**TASK DESCRIPTION**. Work through the data below and give the number of lines holding "Easy", nothing more.

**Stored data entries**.
+---+

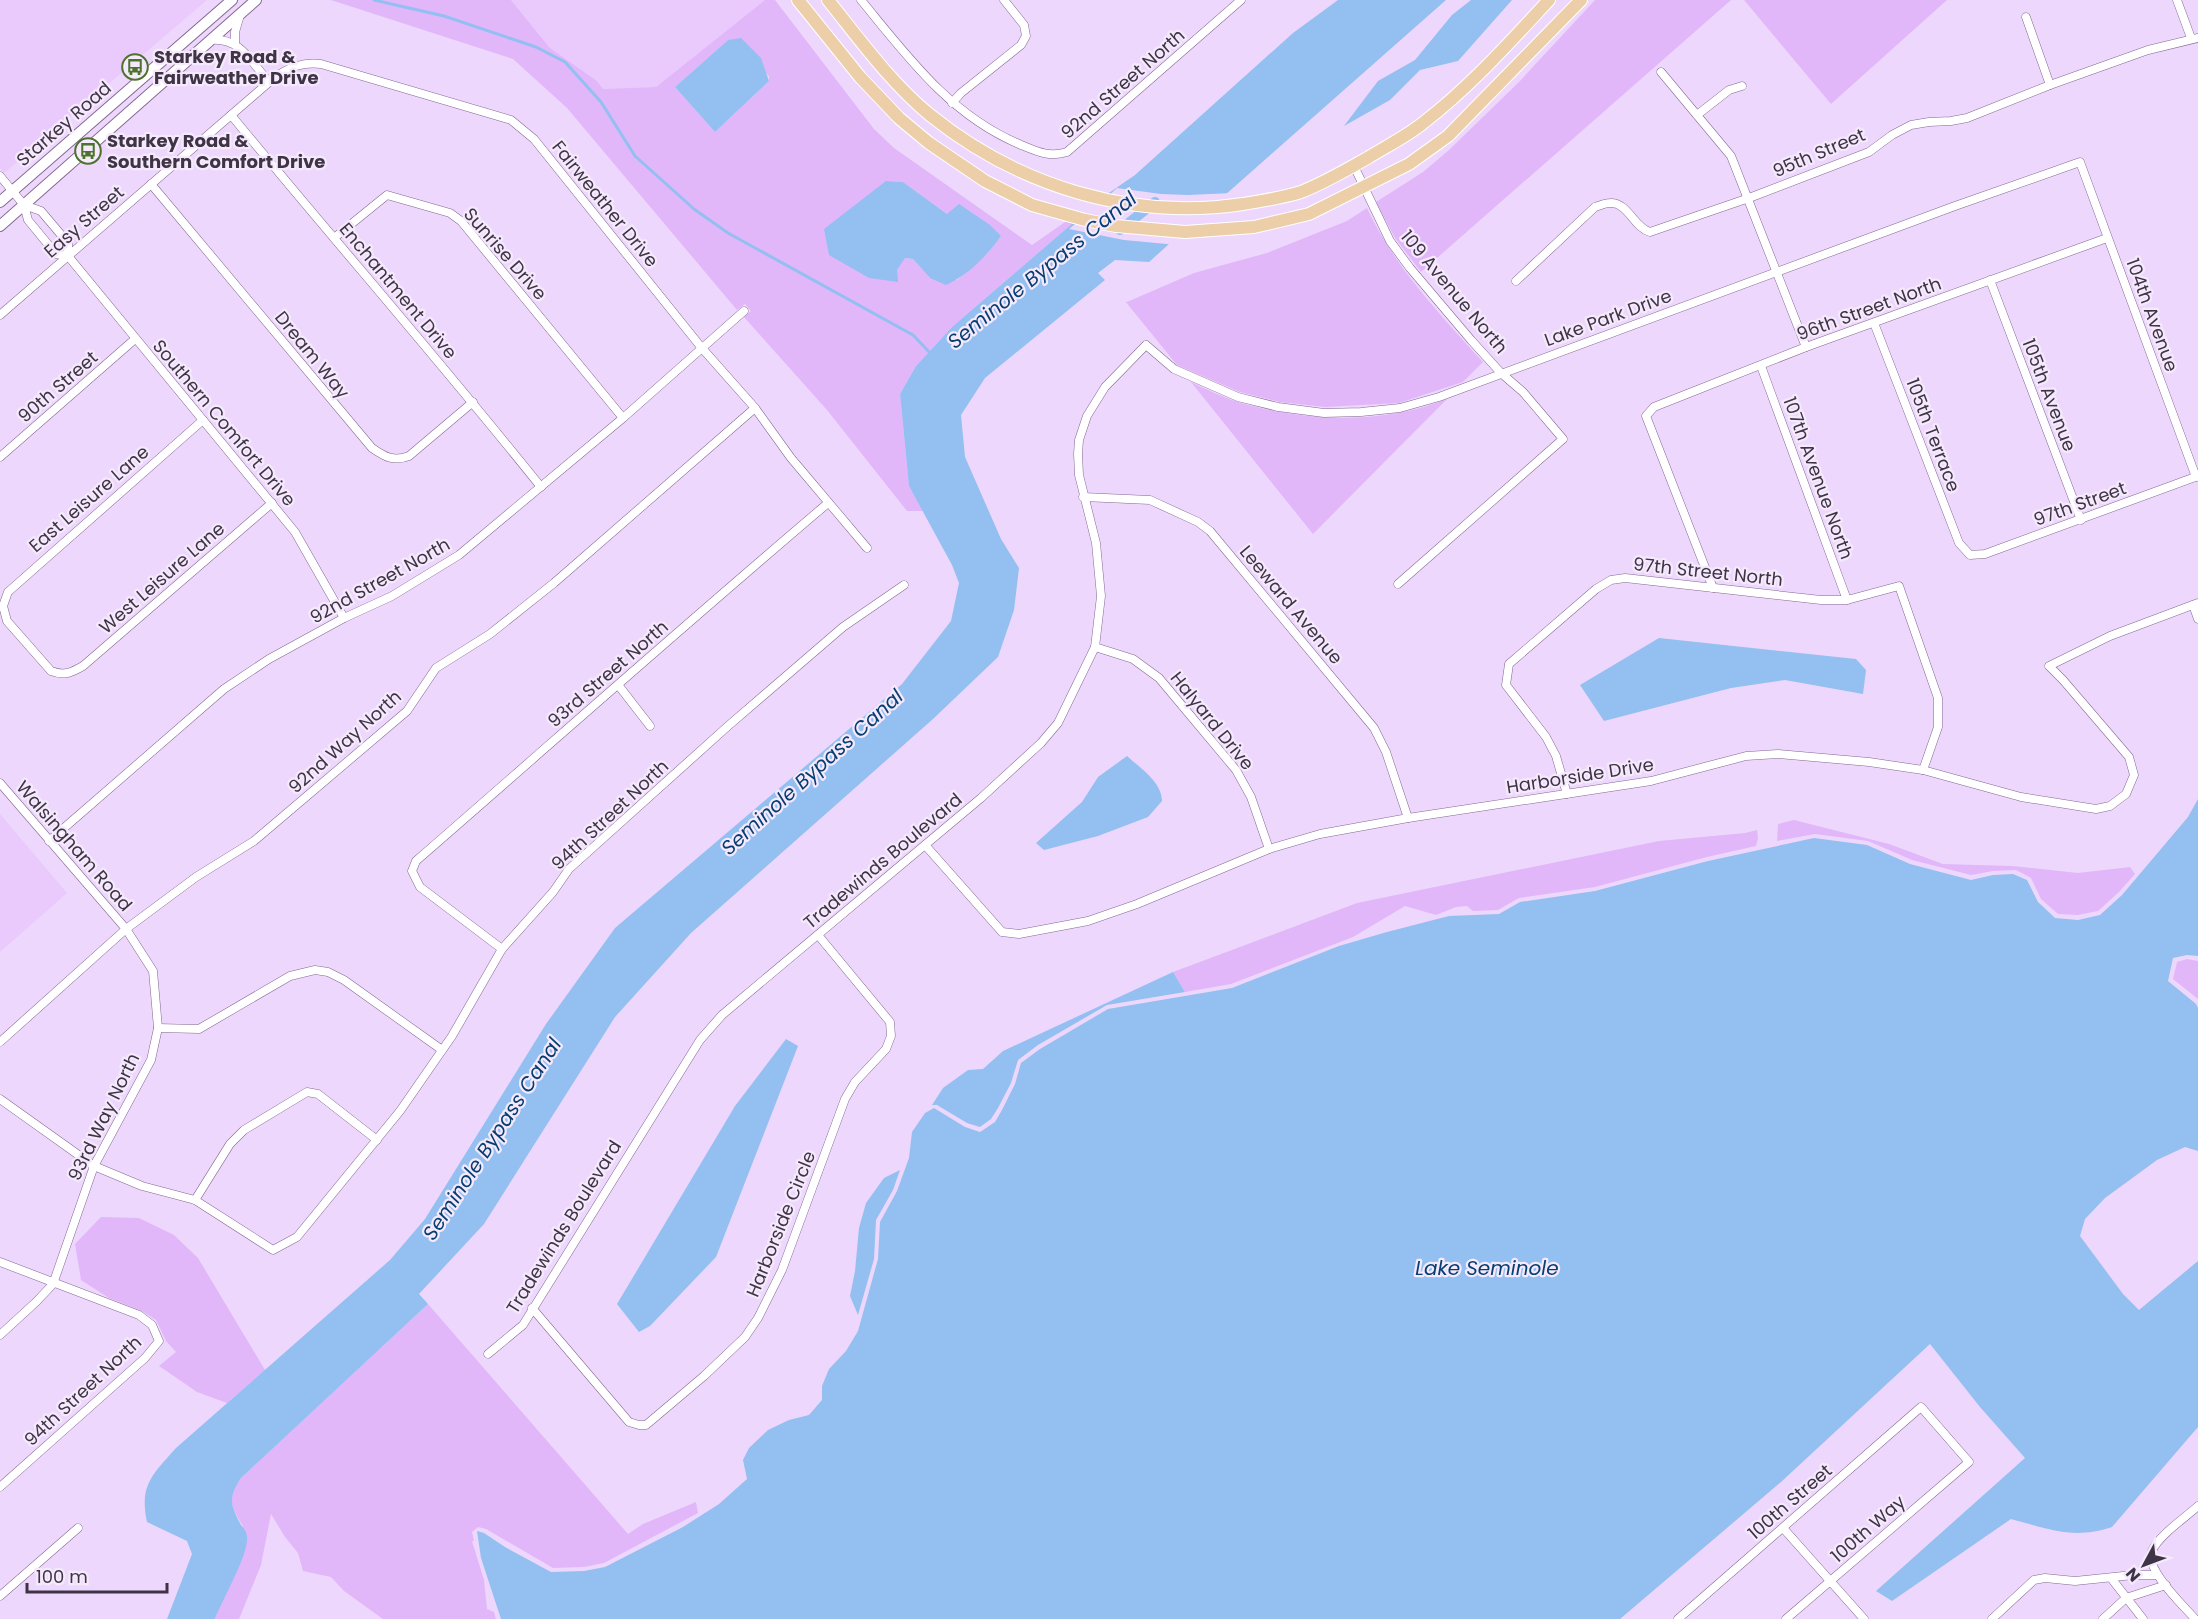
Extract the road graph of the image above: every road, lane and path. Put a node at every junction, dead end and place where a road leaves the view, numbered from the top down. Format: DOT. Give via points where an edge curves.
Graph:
graph roads {
  1 [pos="232,0"];
  2 [pos="256,0"];
  3 [pos="828,0"];
  4 [pos="861,0"];
  5 [pos="1004,0"];
  6 [pos="1241,0"];
  7 [pos="1549,0"];
  8 [pos="1581,0"];
  9 [pos="2176,0"];
  10 [pos="799,1"];
  11 [pos="240,14"];
  12 [pos="215,15"];
  13 [pos="2026,17"];
  14 [pos="225,27"];
  15 [pos="2194,38"];
  16 [pos="211,40"];
  17 [pos="235,43"];
  18 [pos="1661,72"];
  19 [pos="269,82"];
  20 [pos="2049,85"];
  21 [pos="1742,86"];
  22 [pos="952,103"];
  23 [pos="231,115"];
  24 [pos="1697,115"];
  25 [pos="2080,162"];
  26 [pos="1353,165"];
  27 [pos="0,176"];
  28 [pos="150,184"];
  29 [pos="1364,188"];
  30 [pos="13,191"];
  31 [pos="1749,198"];
  32 [pos="0,202"];
  33 [pos="24,205"];
  34 [pos="0,226"];
  35 [pos="334,238"];
  36 [pos="2107,238"];
  37 [pos="68,256"];
  38 [pos="1776,273"];
  39 [pos="1989,280"];
  40 [pos="1516,281"];
  41 [pos="744,310"];
  42 [pos="0,315"];
  43 [pos="1874,323"];
  44 [pos="135,339"];
  45 [pos="1146,345"];
  46 [pos="701,347"];
  47 [pos="1806,347"];
  48 [pos="1761,366"];
  49 [pos="1501,373"];
  50 [pos="473,402"];
  51 [pos="755,408"];
  52 [pos="623,418"];
  53 [pos="203,420"];
  54 [pos="0,457"];
  55 [pos="2197,477"];
  56 [pos="541,487"];
  57 [pos="1083,496"];
  58 [pos="828,503"];
  59 [pos="272,504"];
  60 [pos="2081,520"];
  61 [pos="867,548"];
  62 [pos="1970,555"];
  63 [pos="1398,584"];
  64 [pos="904,585"];
  65 [pos="1713,588"];
  66 [pos="1847,600"];
  67 [pos="2196,604"];
  68 [pos="344,618"];
  69 [pos="2198,619"];
  70 [pos="1095,647"];
  71 [pos="69,674"];
  72 [pos="618,686"];
  73 [pos="650,726"];
  74 [pos="1923,770"];
  75 [pos="0,783"];
  76 [pos="1567,794"];
  77 [pos="1408,818"];
  78 [pos="50,841"];
  79 [pos="925,845"];
  80 [pos="1269,849"];
  81 [pos="126,929"];
  82 [pos="818,935"];
  83 [pos="502,949"];
  84 [pos="158,1028"];
  85 [pos="0,1042"];
  86 [pos="442,1050"];
  87 [pos="0,1099"];
  88 [pos="377,1140"];
  89 [pos="94,1167"];
  90 [pos="195,1200"];
  91 [pos="0,1262"];
  92 [pos="53,1284"];
  93 [pos="532,1308"];
  94 [pos="0,1335"];
  95 [pos="488,1354"];
  96 [pos="1921,1407"];
  97 [pos="0,1487"];
  98 [pos="2198,1506"];
  99 [pos="78,1528"];
  100 [pos="1783,1528"];
  101 [pos="2157,1575"];
  102 [pos="2111,1578"];
  103 [pos="1831,1581"];
  104 [pos="2166,1585"];
  105 [pos="0,1596"];
  106 [pos="2126,1598"];
  107 [pos="1678,1619"];
  108 [pos="1786,1619"];
  109 [pos="1864,1619"];
  110 [pos="1992,1619"];
  111 [pos="2103,1619"];
  112 [pos="2143,1619"];
  113 [pos="2195,1619"];
  1 -- 12 [label="main road, Starkey Road"];
  2 -- 11 [label="main road, Starkey Road"];
  3 -- 26 [label="main road" via="872,55 928,113 975,147 1057,186 1139,206 1214,208 1302,191"];
  4 -- 22 [label="street" via="927,80"];
  5 -- 22 [label="street" via="1024,25 1026,36 1021,45"];
  6 -- 22 [label="street, 92nd Street North" via="1067,152 1056,156 1014,142"];
  7 -- 26 [label="main road" via="1450,101 1422,124"];
  8 -- 29 [label="main road" via="1448,136 1409,164"];
  9 -- 15 [label="street"];
  10 -- 29 [label="main road" via="860,77 899,118 985,181 1032,205 1116,226 1221,231 1263,226 1309,214"];
  11 -- 14 [label="main road, Starkey Road"];
  11 -- 17 [label="street"];
  12 -- 14 [label="main road"];
  12 -- 30 [label="main road, Starkey Road"];
  13 -- 20 [label="street"];
  14 -- 16 [label="main road, Starkey Road"];
  15 -- 20 [label="street, 95th Street"];
  16 -- 17 [label="street"];
  16 -- 33 [label="main road, Starkey Road"];
  17 -- 19 [label="street"];
  18 -- 24 [label="street"];
  19 -- 23 [label="street, Easy Street"];
  19 -- 46 [label="street, Fairweather Drive" via="298,65 321,64 511,120 534,139"];
  20 -- 31 [label="street, 95th Street" via="1967,118 1911,125 1869,152"];
  21 -- 24 [label="street" via="1729,90"];
  23 -- 28 [label="street, Easy Street"];
  23 -- 35 [label="street, Enchantment Drive"];
  24 -- 31 [label="street" via="1731,156"];
  25 -- 36 [label="street, 104th Avenue"];
  25 -- 38 [label="street, Lake Park Drive"];
  26 -- 29 [label="street, 109 Avenue North"];
  27 -- 30 [label="street, Southern Comfort Drive"];
  28 -- 37 [label="street, Easy Street"];
  28 -- 50 [label="street, Dream Way" via="372,448 388,458 401,460"];
  29 -- 49 [label="street, 109 Avenue North" via="1390,241"];
  30 -- 32 [label="main road, Starkey Road"];
  30 -- 33 [label="street, Southern Comfort Drive"];
  31 -- 38 [label="street"];
  31 -- 40 [label="street, 95th Street" via="1650,232 1643,231 1616,204 1595,207"];
  33 -- 34 [label="main road, Starkey Road"];
  33 -- 37 [label="street, Southern Comfort Drive" via="28,220 56,254"];
  33 -- 37 [label="street, Southern Comfort Drive" via="41,211 68,243"];
  35 -- 50 [label="street, Enchantment Drive"];
  35 -- 52 [label="street, Sunrise Drive" via="387,195 450,213 461,221"];
  36 -- 39 [label="street, 96th Street North"];
  36 -- 55 [label="street, 104th Avenue"];
  37 -- 42 [label="street, Easy Street"];
  37 -- 44 [label="street, Southern Comfort Drive"];
  38 -- 47 [label="street"];
  38 -- 49 [label="street, Lake Park Drive"];
  39 -- 43 [label="street, 96th Street North"];
  39 -- 60 [label="street, 105th Avenue"];
  41 -- 46 [label="street, 92nd Street North"];
  43 -- 47 [label="street, 96th Street North"];
  43 -- 62 [label="street, 105th Terrace" via="1959,543"];
  44 -- 53 [label="street, Southern Comfort Drive"];
  44 -- 54 [label="street, 90th Street"];
  45 -- 49 [label="street, Lake Park Drive" via="1174,369 1238,397 1324,412 1400,408"];
  45 -- 57 [label="street, Tradewinds Boulevard" via="1105,387 1088,416 1078,454"];
  46 -- 51 [label="street, Fairweather Drive"];
  46 -- 52 [label="street, 92nd Street North"];
  47 -- 48 [label="street, 96th Street North"];
  48 -- 65 [label="street, 96th Street North" via="1654,406 1646,416"];
  48 -- 66 [label="street, 107th Avenue North"];
  49 -- 63 [label="street, 109 Avenue North" via="1523,392 1563,439"];
  50 -- 56 [label="street, Enchantment Drive"];
  51 -- 58 [label="street, Fairweather Drive"];
  51 -- 81 [label="street, 92nd Way North" via="554,583 490,634 436,668 407,711 254,841 196,876"];
  52 -- 56 [label="street, 92nd Street North"];
  53 -- 59 [label="street, Southern Comfort Drive"];
  53 -- 71 [label="street, East Leisure Lane" via="8,592 3,606 7,621 51,671"];
  55 -- 60 [label="street, 97th Street"];
  56 -- 68 [label="street, 92nd Street North" via="459,555 392,596"];
  57 -- 70 [label="street, Tradewinds Boulevard" via="1096,543 1101,587"];
  57 -- 77 [label="street, Leeward Avenue" via="1150,500 1210,531 1374,728"];
  58 -- 61 [label="street, Fairweather Drive"];
  58 -- 72 [label="street, 93rd Street North"];
  59 -- 68 [label="street, Southern Comfort Drive" via="295,532"];
  59 -- 71 [label="street, West Leisure Lane"];
  60 -- 62 [label="street, 97th Street" via="1985,554"];
  64 -- 83 [label="street, 94th Street North" via="843,627 569,869"];
  65 -- 66 [label="street, 97th Street North"];
  65 -- 76 [label="street, 97th Street North" via="1625,578 1611,580 1509,664 1506,685 1546,737"];
  66 -- 74 [label="street, 97th Street North" via="1899,586 1938,698 1938,727"];
  67 -- 69 [label="street"];
  67 -- 74 [label="street, Harborside Drive" via="2110,636 2049,666 2129,757 2134,775 2126,794 2110,806 2096,809 2021,797"];
  68 -- 78 [label="street, 92nd Street North" via="269,659 224,690"];
  70 -- 79 [label="street, Tradewinds Boulevard" via="1070,702 1048,735"];
  70 -- 80 [label="street, Halyard Drive" via="1132,659 1159,678 1236,770 1251,797"];
  72 -- 73 [label="street"];
  72 -- 83 [label="street, 93rd Street North" via="416,861 412,872 420,887"];
  74 -- 76 [label="street, Harborside Drive" via="1778,754 1746,756 1651,781"];
  75 -- 78 [label="street, Walsingham Road"];
  76 -- 77 [label="street, Harborside Drive"];
  77 -- 80 [label="street, Harborside Drive" via="1320,834"];
  78 -- 81 [label="street, Walsingham Road"];
  79 -- 80 [label="street, Harborside Drive" via="1002,932 1009,934 1088,921"];
  79 -- 82 [label="street, Tradewinds Boulevard"];
  81 -- 84 [label="street, 93rd Way North" via="153,971"];
  81 -- 85 [label="street, 92nd Way North"];
  82 -- 93 [label="street, Tradewinds Boulevard" via="739,999 700,1040"];
  82 -- 93 [label="street, Harborside Circle" via="890,1022 891,1036 886,1049 855,1082 845,1099 782,1270 745,1337 646,1425 639,1425 629,1422"];
  83 -- 86 [label="street, 94th Street North"];
  84 -- 86 [label="street" via="199,1029 290,976 315,970 344,980"];
  84 -- 89 [label="street, 93rd Way North" via="151,1060"];
  86 -- 88 [label="street, 94th Street North"];
  87 -- 89 [label="street"];
  88 -- 90 [label="street" via="318,1094 307,1092 244,1130 230,1144"];
  88 -- 90 [label="street, 94th Street North" via="297,1237 273,1250"];
  89 -- 90 [label="street" via="142,1186"];
  89 -- 92 [label="street, 93rd Way North"];
  91 -- 92 [label="street"];
  92 -- 94 [label="street, 93rd Way North"];
  92 -- 97 [label="street, 94th Street North" via="139,1315 152,1325 159,1341 145,1358"];
  93 -- 95 [label="street, Tradewinds Boulevard" via="523,1325"];
  96 -- 100 [label="street, 100th Street"];
  96 -- 103 [label="street, 100th Way" via="1969,1462"];
  98 -- 101 [label="street" via="2151,1551"];
  99 -- 105 [label="street"];
  100 -- 103 [label="street"];
  100 -- 107 [label="street, 100th Street"];
  101 -- 102 [label="street"];
  101 -- 104 [label="street"];
  102 -- 106 [label="street"];
  102 -- 110 [label="street" via="2034,1580"];
  103 -- 108 [label="street, 100th Way"];
  103 -- 109 [label="street"];
  104 -- 106 [label="street"];
  104 -- 113 [label="street"];
  106 -- 111 [label="street"];
  106 -- 112 [label="street"];
}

+---+

**WRITTEN ANSWER**. 4